629. "So Coromo, you paint pictures do you?"  Yes" he replied. "Tomorrow bring some examples of your work, I want to see what it is you are doing." Yes Sir" said Coromo.

630. The next evening Coromo went down to the managers office after work with three of his best pictures. He had no idea what to expect. The only thing he knew about his pictures was that a very strange woman had liked them, but if his work was really good or bad, he had no idea. He placed his pictures on the managers desk, and waited while his work was minutely examined.
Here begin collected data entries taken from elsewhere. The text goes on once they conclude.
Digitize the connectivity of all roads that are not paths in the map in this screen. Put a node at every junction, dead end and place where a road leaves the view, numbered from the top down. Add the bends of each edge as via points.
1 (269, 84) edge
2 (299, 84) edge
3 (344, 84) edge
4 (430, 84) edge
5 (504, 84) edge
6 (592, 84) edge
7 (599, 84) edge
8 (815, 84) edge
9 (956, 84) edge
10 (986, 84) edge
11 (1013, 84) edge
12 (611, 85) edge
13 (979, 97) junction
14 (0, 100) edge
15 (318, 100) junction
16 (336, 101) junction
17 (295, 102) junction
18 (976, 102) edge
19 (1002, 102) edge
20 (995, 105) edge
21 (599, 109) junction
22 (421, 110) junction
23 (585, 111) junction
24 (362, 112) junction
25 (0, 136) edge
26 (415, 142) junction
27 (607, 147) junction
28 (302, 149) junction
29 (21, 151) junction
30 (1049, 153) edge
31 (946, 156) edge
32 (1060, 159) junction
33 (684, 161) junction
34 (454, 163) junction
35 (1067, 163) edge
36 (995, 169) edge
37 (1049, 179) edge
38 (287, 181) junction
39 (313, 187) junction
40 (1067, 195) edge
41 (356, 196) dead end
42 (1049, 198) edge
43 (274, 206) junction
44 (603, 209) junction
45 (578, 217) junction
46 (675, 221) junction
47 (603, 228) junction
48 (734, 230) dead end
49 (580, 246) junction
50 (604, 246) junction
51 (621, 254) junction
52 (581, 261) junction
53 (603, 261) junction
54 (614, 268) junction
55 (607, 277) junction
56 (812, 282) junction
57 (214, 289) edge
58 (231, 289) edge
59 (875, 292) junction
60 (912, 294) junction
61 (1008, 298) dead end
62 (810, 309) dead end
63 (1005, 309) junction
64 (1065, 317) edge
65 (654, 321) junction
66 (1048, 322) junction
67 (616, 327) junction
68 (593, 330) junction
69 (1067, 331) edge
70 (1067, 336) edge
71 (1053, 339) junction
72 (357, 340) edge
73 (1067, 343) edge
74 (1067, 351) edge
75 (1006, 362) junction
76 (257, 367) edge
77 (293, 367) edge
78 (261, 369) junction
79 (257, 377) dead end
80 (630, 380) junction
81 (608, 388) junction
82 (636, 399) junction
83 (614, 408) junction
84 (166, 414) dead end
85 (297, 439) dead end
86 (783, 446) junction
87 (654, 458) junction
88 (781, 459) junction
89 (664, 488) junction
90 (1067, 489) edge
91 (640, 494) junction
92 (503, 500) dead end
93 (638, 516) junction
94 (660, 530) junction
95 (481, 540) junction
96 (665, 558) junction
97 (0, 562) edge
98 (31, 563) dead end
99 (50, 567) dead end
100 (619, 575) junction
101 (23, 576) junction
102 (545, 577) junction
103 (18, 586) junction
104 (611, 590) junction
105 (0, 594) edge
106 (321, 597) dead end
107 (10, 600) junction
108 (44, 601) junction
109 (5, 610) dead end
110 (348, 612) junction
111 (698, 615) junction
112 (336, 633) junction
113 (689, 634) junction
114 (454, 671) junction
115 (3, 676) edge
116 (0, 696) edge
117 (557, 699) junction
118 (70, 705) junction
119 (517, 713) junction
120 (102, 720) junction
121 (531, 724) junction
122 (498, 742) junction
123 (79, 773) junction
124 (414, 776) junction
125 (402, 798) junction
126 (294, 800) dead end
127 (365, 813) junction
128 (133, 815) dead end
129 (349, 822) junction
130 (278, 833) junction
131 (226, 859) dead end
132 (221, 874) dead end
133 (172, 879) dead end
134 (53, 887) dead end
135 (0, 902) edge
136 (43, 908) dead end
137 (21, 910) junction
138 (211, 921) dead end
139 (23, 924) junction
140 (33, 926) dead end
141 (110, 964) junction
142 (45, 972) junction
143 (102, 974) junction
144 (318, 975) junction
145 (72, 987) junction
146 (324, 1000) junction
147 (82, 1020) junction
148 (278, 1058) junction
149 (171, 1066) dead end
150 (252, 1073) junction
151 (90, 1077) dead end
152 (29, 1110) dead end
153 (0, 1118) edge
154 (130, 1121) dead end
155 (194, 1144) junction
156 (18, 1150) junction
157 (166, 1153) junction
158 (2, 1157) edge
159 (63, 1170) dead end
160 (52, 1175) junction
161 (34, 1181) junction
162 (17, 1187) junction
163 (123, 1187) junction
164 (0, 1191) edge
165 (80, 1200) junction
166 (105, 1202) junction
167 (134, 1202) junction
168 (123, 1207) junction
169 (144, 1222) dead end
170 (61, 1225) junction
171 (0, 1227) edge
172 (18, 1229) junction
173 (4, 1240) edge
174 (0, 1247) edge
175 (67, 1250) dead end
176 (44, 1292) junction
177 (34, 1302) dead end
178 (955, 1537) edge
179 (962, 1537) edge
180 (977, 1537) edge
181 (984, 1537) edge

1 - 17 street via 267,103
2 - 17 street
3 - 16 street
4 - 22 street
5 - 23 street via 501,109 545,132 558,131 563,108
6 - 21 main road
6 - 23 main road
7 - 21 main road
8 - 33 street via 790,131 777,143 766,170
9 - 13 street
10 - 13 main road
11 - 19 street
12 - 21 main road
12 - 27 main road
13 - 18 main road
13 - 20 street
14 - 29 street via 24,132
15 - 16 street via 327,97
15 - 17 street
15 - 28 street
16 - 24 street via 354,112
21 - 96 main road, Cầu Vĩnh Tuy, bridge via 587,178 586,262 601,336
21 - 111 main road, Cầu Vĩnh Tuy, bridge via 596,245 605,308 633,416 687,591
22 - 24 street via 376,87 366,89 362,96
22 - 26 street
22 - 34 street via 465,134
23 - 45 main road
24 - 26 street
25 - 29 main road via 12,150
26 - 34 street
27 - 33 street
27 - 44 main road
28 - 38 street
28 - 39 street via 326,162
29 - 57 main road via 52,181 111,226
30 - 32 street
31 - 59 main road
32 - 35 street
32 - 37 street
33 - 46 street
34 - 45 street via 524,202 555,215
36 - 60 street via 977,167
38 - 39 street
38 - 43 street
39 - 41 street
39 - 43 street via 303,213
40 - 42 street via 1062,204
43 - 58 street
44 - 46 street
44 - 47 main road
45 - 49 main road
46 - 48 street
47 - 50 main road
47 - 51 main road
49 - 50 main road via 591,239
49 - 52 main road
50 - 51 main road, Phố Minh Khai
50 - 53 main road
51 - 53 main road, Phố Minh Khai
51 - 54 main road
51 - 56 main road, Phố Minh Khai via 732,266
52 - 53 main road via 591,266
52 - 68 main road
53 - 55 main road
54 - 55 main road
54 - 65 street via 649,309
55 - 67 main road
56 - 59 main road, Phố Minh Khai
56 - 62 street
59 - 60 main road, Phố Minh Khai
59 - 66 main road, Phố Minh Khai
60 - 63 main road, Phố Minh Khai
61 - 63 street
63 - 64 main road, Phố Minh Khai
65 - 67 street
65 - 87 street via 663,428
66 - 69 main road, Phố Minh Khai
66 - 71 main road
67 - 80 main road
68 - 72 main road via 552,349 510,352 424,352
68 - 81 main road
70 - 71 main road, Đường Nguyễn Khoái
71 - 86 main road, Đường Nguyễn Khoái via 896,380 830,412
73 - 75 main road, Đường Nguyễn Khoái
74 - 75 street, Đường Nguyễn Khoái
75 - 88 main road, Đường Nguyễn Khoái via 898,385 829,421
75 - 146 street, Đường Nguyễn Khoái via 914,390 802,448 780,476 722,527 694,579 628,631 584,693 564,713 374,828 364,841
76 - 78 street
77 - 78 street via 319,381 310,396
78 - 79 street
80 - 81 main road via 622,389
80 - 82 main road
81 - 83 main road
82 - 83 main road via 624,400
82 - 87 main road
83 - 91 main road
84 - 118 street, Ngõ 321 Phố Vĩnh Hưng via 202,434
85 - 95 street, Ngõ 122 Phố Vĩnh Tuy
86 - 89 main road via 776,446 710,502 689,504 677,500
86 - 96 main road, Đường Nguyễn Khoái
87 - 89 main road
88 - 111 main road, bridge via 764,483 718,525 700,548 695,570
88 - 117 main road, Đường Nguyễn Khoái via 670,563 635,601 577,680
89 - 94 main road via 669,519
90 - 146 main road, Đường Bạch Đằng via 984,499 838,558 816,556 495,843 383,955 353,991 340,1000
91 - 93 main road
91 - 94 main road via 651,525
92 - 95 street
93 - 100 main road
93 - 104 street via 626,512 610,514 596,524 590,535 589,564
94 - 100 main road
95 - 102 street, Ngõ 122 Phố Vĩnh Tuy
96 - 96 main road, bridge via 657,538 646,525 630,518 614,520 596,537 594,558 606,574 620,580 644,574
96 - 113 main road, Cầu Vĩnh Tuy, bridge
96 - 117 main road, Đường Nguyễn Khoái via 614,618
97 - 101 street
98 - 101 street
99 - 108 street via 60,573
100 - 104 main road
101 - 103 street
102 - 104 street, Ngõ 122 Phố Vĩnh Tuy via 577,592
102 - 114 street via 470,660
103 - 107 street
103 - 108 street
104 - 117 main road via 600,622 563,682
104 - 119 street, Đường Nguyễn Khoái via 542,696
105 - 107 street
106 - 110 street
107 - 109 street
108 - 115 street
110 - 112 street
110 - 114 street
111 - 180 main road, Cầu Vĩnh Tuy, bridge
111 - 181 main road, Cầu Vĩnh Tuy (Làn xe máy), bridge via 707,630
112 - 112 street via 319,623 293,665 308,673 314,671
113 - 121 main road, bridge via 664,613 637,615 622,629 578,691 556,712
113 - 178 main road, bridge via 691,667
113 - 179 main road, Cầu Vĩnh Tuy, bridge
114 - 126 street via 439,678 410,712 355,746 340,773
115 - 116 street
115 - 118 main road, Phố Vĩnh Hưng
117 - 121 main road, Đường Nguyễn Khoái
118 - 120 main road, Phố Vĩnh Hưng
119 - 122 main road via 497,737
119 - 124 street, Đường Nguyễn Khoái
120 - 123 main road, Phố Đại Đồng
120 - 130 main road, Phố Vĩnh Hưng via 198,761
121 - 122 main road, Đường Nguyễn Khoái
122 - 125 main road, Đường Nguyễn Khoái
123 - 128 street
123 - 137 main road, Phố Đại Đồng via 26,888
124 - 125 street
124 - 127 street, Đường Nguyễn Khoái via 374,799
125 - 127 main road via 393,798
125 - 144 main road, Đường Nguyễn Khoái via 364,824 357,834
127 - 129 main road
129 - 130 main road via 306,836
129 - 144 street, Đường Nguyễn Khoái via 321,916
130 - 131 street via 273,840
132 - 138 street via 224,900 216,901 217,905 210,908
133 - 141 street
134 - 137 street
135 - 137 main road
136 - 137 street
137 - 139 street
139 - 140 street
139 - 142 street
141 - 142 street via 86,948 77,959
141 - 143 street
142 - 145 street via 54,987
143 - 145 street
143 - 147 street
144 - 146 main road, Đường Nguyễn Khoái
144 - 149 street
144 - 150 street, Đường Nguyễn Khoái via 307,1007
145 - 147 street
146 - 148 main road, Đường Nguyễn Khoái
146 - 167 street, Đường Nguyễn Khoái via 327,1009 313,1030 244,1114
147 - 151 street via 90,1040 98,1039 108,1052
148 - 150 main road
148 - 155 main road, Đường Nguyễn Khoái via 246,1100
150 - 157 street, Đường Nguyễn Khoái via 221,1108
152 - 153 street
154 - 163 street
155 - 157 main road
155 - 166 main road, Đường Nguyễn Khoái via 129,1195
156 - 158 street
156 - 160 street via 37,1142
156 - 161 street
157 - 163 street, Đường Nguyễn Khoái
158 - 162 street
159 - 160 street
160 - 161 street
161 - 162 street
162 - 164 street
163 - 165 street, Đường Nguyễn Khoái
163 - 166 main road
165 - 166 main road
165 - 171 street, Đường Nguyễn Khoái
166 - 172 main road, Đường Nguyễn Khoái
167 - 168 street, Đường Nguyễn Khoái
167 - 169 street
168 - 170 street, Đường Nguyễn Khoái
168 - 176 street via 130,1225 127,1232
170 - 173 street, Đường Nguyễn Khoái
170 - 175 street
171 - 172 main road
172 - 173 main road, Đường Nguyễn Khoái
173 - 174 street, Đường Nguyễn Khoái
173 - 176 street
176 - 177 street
631. While he was waiting he looked around at the restaurant manager's small office. Apparently the man had a certain appreciation for art, because there were pictures on the walls of the office. Coromo had never seen such strange pictures, all the work of a very famous painter named Bouguereau.

Coromo, Chapter 2, parts 624 - 627

624. But there was something more, Coromo thought about having sold six pictures and about Ms. Tallulia's offer to buy all his pictures for one dollar each, in his mind he addressed the manager like this “I am sorry Mister Manager about disappointing you with this job, but you see, I am an artist, and I have to work on my paintings, so I don’t really have time any more for your resort."

625. I have told you what Coromo looked like, he was tall and handsome, with a self-depreciating smile and a very nice set of teeth, and since I have to describe the conversation that took place between him and the restaurant manager I will describe the manager also. Here is his description.

626. The restaurant manager was neither tall nor short, he had a fairly ordinary face, and his mannerisms reminded you of nobody in particular. He was fond of making vague gestures with his hands when he was speaking, but these gestures never had anything to do with what he was saying. About his clothing and his wardrobe, he was the sort of person whose taste in clothing would be forgotten even as you were looking at him, so I can't remember it.

627. Coromo entered the Manager's office, the office was in the basement at the end of a long hallway. When he entered the manager was reading some e-mails on his computer and so for about five minutes he pretended that Coromo was not there. Finally he looked up and asked his visitor to sit down.

Sunday, September 16, 2012

Coromo, Chapter 2, parts 620 - 623

620. Coromo’s sale of six pictures to Ms. Tallulia was not overlooked by the manager of the dining room of the resort.  Interaction of the staff with the resort clients was tolerated only to a certain point, but he had called attention to himself by his involvement with the three sisters, and now the transaction with the flamboyant Tallulia produced a curious incident. The manager requested Coromo to come to his office after work.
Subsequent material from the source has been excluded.